5. Dolphin – Phase 2#

Attention

This is a group assignment. The workload is calibrated for a group of 3.

In case of questions regarding ambiguity of what you should do, ask questions on the forum. If you are in doubt and there is no enough time, use your best judgment and explain your reasoning in your report.

5.1. Assignment overview#

This assignment is builds on the previous assignment and covers translating a fragment of Dolphin language, in the AST form, into LLVM--. This phase extends the language in two ways.

  1. the language is extended with loops.

  2. the language is extended to support multiple variable declarations in one declaration statement.

There are 2 tasks and no questions in this assignment. There are no glory questions in this assignment.

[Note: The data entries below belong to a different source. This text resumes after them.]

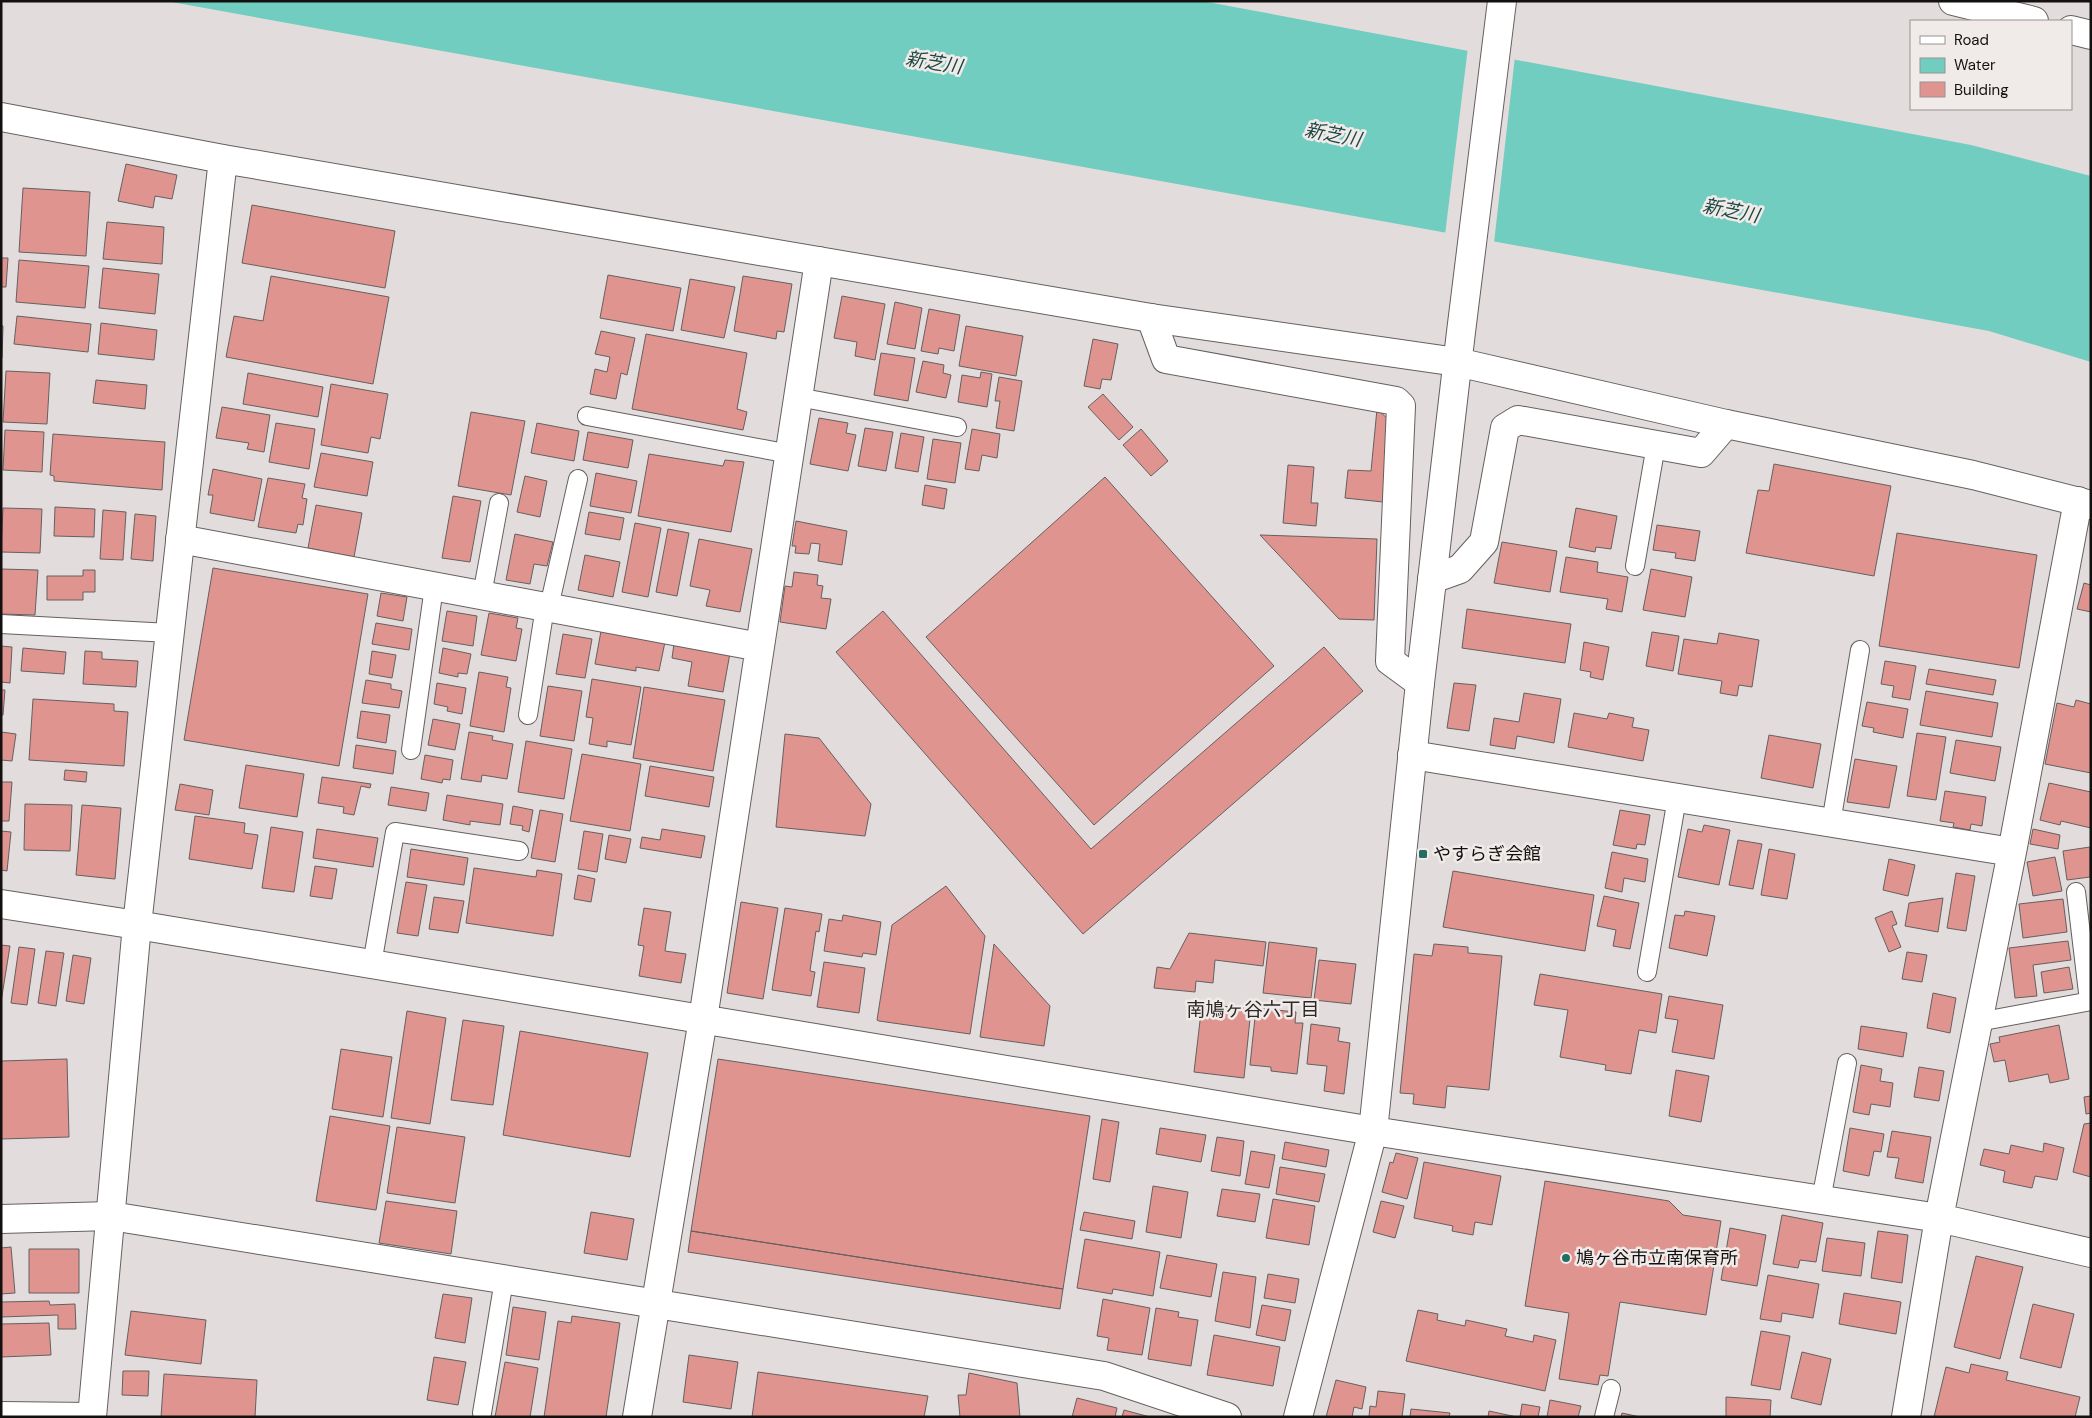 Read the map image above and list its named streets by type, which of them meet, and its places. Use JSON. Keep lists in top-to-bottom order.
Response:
{
  "districts": ["南鳩ヶ谷六丁目"],
  "water": ["新芝川"],
  "places": {
    "transit": ["やすらぎ会館"],
    "other": ["鳩ヶ谷市立南保育所"]
  },
  "legend": ["Road", "Water", "Building"]
}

5.1.1. What you need to get started#

This assignment is continuation of the previous assignment. To get started you need to edit the code from the previous assignment.

5.1.2. What you need to hand in#

Please hand in a .zip file containing the following

  1. A brief report documenting your solution. Acceptable report formats are .pdf, .rtf, and .md. For each task and question, briefly (1 – 4 sentences) describe your implementation or answer. Write concisely.

  2. All the source files needed to reproduce your solution. This also includes the C code provided. Please explain in your report how the solution could be reproduced, e.g., calling make (if you have made a Makefile), the command line to call clang, etc.

Important

Make sure to understand all the code you hand in, including what is copied from here. (The code for pretty printing (typed) ASTs is an exception here; see the appendix below.)

5.2. The Abstract Syntax Tree (AST) of Dolphin (phase 2)#

In this phase, a Dolphin program is still simply a sequence of statements. Recall that, intuitively, this is to be understood as the body of the main function.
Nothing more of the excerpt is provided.